= Jacques Pottier =

French opera singer (1930–2023)

Jacques Pottier (17 August 1930 – 3 September 2023) was a French operatic lyric tenor and voice teacher. He was a principal tenor with the Opéra National de Paris and made several recordings. He taught at conservatories and trained singers including Sheila and Mireille Mathieu. In 1983 he retired to Melbourne, where he taught at school and the conservatory of the Melbourne University.

==Life and career==
Jacques Pottier was born in Darnétal on 17 August 1930. He entered the Paris Conservatory in 1954, in the class of Ketty Lapeyrette, while taking lessons in Rouen with Rose Pocidalo with whom he made his debut in Massenet's Werther in 1957. He was also taught by Paul Cabanel, Jean Claverie and Maurice Faure, and after winning a first prize in singing at the Paris Conservatory in 1956, he was awarded a grant to study at the Accademia Musicale Chigiana in Siena, Italy.

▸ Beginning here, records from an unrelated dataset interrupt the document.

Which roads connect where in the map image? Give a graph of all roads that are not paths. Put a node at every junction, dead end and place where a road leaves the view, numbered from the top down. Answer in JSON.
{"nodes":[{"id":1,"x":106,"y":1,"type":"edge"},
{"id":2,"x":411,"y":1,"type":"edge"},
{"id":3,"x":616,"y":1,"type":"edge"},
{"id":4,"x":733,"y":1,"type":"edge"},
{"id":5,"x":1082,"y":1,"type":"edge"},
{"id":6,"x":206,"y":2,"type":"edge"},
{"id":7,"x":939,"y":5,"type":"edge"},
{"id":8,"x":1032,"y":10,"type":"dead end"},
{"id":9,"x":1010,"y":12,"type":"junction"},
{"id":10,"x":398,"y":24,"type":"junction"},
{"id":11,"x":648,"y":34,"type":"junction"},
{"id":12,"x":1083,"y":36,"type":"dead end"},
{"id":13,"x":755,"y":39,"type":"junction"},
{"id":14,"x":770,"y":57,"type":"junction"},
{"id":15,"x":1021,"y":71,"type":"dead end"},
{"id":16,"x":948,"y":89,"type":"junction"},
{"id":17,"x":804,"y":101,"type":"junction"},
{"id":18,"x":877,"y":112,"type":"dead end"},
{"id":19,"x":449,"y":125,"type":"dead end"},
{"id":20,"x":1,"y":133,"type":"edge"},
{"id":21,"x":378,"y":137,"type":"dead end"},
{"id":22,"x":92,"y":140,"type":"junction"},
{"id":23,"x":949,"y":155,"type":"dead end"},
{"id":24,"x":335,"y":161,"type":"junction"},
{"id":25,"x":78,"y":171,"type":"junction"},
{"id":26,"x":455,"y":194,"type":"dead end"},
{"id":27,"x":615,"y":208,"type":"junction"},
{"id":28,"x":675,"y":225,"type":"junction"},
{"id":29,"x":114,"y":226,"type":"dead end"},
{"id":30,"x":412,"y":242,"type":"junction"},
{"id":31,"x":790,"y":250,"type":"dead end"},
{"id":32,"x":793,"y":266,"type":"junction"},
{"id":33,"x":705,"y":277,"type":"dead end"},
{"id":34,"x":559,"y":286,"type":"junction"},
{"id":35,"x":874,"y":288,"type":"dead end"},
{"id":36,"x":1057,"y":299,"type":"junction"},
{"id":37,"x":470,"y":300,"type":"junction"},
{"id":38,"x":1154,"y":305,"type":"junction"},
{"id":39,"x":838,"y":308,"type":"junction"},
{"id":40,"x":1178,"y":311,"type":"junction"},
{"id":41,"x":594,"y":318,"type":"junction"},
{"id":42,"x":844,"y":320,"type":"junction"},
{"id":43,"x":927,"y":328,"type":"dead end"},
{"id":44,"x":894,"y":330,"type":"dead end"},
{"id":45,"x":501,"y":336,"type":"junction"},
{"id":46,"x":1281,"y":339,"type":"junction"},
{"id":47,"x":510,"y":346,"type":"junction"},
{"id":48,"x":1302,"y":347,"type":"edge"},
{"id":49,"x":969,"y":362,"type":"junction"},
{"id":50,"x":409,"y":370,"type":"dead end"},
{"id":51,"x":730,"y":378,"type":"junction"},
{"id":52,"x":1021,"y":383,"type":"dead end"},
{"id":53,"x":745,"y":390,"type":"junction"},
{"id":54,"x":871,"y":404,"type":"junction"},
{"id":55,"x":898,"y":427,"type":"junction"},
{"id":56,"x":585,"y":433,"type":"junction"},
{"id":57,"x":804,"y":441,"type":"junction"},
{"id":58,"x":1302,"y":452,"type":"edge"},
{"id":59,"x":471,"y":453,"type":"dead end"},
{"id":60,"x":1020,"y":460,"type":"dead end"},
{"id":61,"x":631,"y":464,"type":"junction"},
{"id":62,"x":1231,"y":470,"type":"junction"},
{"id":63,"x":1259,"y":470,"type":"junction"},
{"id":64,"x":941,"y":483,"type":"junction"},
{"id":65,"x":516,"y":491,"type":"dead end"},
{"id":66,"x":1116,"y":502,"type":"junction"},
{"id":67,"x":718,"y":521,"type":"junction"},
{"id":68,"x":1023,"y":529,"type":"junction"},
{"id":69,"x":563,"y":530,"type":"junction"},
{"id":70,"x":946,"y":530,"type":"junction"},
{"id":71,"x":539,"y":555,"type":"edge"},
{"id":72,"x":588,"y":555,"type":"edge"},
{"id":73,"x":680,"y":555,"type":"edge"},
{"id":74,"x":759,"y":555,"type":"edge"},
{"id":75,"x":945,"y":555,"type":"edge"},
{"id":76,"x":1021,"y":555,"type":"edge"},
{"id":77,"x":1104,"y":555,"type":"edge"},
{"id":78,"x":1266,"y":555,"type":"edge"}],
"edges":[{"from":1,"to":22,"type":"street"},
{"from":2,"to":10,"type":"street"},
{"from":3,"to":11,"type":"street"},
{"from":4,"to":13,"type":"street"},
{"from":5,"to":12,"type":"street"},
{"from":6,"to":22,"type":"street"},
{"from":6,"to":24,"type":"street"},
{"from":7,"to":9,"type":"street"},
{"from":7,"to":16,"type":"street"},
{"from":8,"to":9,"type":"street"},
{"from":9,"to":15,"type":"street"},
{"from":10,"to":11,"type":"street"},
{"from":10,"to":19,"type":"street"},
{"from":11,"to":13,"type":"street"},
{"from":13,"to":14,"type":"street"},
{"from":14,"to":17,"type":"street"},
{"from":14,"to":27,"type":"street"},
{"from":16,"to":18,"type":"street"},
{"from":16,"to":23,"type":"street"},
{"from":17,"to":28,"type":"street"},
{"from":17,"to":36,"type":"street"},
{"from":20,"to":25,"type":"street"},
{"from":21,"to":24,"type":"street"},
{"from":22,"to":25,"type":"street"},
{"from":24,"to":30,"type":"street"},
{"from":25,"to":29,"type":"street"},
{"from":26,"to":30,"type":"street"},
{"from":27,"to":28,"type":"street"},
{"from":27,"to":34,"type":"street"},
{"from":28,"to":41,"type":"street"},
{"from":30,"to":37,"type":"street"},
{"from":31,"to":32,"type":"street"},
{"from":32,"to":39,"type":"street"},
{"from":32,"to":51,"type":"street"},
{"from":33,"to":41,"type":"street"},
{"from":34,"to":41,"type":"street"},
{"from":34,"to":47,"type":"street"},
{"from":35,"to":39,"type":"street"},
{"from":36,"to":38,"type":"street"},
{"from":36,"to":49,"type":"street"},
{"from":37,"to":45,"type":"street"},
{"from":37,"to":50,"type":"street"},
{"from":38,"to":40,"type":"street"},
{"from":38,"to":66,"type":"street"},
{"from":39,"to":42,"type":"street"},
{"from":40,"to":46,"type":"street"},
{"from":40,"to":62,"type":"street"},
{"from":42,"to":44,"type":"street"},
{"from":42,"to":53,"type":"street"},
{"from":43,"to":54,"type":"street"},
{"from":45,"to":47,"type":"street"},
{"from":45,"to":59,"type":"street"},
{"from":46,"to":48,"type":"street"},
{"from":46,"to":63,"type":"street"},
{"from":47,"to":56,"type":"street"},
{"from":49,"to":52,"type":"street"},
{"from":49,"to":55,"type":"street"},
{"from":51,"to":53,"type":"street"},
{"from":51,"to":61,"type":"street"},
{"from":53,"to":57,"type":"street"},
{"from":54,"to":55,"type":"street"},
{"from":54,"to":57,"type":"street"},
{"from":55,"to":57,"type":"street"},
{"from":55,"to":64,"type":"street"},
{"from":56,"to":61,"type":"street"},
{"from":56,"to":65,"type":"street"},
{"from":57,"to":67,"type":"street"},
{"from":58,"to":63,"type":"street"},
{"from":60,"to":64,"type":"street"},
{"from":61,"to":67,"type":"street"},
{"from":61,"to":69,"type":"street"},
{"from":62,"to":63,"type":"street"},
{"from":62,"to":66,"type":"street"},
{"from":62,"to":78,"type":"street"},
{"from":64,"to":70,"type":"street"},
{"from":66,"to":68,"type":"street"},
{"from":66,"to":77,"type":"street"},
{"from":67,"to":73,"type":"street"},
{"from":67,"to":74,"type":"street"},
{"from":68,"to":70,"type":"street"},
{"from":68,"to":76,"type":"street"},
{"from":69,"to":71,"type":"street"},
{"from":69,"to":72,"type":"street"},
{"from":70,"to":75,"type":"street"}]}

In 1961 Pottier appeared at the Opéra de Lille as Calaf in Puccini's Turandot. The following year he entered the Opéra National de Paris as a principal tenor. He performed there the role of the Italian Singer in Der Rosenkavalier by Richard Strauss, alongside Elisabeth Schwarzkopf. By 1972 he had performed roles in Verdi's Rigoletto, Il trovatore, Aïda and Falstaff, Donizetti's Lucia di Lammermoor, Gounod's Faust, Offenbach's Les Contes d'Hoffmann, Bizet's Carmen, Wagner's Der fliegende Holländer, Tannhäuser and Tristan und Isolde, Puccini's Tosca and La Bohème, Leoncavallo's I Pagliacci, Mascagni's Cavalleria rusticana, and Fauré's Prométhée, In concert, he sang in Verdi's Requiem and Beethoven's Ninth Symphony.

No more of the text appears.